02/08/2007Jewish diversity flourishes in Poland

2 August 2007

Warsaw (dpa) - More than 60 years after the Holocaust Jewish life in Poland is thriving with new diversity.

Before its occupation by Nazi Germany, Poland was once home of Europe's largest Jewish community, and Warsaw was the continent's largest Jewish city.

Poland's Jews were almost wiped out by the Nazis during the Second World War, while the heroic rising of Warsaw's Jewish Ghetto against the militarily more powerful Nazis marked a tragic end of an era.

But a new era is beginning. Reformed Jews are planning to build communities all over the country where until a few years ago what remained of Jewish life in Poland was either orthodox or completely secular.

Beit Warszawa, the reformed community in Warsaw, started up with only two members in 1999. In the meantime its membership has risen to some 200, and for the last year it has even had its own full-time rabbi, Burt Schuman.

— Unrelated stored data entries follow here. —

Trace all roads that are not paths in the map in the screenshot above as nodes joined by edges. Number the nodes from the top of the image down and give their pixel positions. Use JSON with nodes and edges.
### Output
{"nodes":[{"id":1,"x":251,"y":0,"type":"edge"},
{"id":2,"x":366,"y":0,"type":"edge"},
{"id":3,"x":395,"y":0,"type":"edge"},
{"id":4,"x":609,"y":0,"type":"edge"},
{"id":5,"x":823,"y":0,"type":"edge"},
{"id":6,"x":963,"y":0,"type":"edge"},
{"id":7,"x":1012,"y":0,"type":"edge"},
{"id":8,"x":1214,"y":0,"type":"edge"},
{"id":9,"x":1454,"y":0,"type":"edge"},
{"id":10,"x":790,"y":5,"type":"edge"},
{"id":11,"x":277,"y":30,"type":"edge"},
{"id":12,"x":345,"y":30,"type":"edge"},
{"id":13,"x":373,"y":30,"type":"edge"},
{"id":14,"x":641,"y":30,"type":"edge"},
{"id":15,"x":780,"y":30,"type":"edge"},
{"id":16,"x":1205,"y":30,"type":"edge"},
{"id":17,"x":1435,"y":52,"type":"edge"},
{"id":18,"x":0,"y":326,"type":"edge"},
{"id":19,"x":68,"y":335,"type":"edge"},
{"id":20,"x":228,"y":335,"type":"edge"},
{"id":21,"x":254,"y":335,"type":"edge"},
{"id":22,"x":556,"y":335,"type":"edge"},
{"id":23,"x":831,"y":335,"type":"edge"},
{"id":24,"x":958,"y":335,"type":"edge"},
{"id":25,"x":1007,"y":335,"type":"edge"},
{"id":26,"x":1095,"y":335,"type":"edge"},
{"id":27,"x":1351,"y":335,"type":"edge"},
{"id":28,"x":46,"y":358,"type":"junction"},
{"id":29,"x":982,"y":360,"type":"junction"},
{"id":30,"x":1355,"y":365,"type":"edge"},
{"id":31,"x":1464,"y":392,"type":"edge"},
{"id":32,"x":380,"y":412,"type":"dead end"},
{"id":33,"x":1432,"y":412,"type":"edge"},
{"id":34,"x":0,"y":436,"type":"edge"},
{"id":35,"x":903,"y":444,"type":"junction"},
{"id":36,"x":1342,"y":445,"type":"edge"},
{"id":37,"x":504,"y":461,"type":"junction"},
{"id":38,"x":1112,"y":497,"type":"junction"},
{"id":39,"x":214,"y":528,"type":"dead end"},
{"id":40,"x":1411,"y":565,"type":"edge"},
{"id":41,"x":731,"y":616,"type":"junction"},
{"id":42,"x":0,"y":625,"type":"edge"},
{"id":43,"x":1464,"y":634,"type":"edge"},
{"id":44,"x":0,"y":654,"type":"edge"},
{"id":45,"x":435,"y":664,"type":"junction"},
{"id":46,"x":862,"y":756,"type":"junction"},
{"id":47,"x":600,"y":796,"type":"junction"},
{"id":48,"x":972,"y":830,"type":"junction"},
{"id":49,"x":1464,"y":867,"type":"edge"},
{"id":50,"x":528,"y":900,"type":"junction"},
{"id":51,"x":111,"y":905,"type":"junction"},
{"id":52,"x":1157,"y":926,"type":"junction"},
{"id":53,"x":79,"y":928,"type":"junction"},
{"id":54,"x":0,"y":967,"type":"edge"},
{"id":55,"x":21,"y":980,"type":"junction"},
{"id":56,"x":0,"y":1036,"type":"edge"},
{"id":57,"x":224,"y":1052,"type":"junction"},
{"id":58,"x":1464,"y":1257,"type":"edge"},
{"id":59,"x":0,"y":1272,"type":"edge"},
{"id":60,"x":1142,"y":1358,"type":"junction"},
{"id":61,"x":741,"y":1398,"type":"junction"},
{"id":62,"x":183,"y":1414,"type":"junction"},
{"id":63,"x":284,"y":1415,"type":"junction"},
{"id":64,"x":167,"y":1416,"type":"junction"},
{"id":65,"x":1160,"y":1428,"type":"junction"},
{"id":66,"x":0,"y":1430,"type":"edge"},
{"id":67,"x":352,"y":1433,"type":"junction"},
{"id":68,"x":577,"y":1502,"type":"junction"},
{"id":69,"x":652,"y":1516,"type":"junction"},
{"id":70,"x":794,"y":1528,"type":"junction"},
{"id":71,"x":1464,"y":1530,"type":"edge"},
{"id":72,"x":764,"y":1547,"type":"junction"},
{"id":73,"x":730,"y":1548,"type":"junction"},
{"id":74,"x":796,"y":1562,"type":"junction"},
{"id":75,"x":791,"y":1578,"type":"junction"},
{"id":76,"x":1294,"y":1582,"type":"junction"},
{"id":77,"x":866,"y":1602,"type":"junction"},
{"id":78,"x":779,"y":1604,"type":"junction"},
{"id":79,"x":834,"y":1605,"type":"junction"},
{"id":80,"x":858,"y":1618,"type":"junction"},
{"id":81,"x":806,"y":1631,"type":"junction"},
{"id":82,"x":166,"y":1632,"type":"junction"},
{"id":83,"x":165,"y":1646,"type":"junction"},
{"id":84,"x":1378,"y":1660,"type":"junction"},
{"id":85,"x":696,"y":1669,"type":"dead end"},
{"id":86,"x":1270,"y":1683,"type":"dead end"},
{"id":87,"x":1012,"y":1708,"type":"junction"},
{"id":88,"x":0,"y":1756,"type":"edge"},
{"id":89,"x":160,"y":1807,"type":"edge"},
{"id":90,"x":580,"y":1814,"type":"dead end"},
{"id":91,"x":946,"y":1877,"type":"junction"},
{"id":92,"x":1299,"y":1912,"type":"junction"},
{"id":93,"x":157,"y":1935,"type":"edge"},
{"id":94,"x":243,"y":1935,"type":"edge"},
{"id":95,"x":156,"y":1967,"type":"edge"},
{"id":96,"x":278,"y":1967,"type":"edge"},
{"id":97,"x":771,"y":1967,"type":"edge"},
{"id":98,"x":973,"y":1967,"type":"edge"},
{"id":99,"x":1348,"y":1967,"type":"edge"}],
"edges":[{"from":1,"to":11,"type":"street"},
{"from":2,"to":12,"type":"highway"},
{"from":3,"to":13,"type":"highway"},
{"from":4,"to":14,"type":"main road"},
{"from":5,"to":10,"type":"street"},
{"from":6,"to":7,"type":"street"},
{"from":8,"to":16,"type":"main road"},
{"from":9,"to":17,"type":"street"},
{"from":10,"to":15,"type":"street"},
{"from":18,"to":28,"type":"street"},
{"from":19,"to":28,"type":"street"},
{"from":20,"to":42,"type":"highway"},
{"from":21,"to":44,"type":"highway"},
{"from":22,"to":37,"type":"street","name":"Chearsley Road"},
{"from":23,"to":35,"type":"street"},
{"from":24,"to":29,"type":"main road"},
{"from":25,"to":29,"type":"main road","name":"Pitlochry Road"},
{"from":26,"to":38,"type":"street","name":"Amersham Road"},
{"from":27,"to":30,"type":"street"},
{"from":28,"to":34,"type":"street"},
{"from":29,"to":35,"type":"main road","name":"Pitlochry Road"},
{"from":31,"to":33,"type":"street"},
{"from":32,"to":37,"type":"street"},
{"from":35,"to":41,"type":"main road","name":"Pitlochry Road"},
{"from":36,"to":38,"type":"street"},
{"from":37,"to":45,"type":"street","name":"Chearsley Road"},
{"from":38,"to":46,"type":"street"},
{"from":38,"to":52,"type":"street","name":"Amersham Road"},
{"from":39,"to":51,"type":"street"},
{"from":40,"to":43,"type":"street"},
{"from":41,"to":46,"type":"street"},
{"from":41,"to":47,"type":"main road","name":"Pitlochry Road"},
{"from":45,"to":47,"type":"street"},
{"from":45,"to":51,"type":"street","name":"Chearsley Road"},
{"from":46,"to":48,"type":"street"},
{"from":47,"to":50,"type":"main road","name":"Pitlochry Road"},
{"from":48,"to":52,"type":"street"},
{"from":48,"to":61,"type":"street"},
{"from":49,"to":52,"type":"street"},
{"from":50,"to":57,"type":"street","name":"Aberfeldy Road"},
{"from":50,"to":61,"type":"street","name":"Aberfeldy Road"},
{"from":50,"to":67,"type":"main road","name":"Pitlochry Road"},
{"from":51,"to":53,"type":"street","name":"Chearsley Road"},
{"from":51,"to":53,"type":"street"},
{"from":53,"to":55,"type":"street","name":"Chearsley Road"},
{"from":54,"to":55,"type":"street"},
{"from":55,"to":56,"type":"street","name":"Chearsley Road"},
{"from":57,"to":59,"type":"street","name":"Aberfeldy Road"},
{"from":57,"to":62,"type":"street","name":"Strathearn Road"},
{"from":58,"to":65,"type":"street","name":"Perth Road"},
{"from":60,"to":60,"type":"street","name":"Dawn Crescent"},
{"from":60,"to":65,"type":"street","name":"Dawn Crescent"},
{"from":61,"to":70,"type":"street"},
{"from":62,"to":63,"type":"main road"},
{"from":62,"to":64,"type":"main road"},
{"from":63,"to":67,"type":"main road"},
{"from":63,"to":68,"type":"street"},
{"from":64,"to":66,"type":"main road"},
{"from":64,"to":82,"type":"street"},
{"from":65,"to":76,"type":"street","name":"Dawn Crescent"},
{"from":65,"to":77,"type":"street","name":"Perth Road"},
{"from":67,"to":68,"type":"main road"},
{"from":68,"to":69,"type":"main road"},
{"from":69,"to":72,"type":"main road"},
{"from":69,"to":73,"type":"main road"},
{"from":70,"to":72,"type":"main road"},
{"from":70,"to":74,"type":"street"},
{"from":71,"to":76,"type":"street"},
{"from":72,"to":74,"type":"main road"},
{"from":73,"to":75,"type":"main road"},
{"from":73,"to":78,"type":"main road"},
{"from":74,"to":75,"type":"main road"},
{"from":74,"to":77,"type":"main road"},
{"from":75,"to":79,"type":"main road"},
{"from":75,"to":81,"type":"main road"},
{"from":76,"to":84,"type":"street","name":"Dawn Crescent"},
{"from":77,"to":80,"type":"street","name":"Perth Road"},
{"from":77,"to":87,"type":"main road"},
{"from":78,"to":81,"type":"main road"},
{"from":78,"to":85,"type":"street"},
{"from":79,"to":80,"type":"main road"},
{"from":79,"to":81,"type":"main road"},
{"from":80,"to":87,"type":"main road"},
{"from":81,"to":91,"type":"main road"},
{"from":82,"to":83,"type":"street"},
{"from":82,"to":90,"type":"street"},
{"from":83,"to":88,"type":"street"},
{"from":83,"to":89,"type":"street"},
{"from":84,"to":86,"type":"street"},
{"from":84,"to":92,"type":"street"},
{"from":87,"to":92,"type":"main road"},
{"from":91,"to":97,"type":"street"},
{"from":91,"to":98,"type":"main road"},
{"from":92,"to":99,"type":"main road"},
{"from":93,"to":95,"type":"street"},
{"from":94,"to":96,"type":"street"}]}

During his recent visit Rabbi Joel Oseran, the associate director of the World Union for Progressive Judaism (WUPJ) in Jerusalem, met a lively community of people, many of whom had only discovered their Jewish identity a few years ago.

"We're open for all those who are looking for something," Oseran said.

Representatives of the reformed community in recent months have therefore been trying to establish contact to events addressing Poland's Jewish heritage or interreligious dialogue.

"No matter whether it's Zielona Gora, Gdansk or Lublin - time and again people approach us who say initially they're just curious and then slowly admit that they're actually of Jewish origin," Schuman says with a smile.

Many Holocaust survivors were too traumatized to pass on their Jewish heritage to their children or grandchildren.

Anti-Semitic incidents in post-war Poland also meant that many remained silent over their Jewish identity.

Only after the fall of communism religious traditions were revived, mainly through the activities of Jewish foundations from the United States, such as the Lauder Foundation.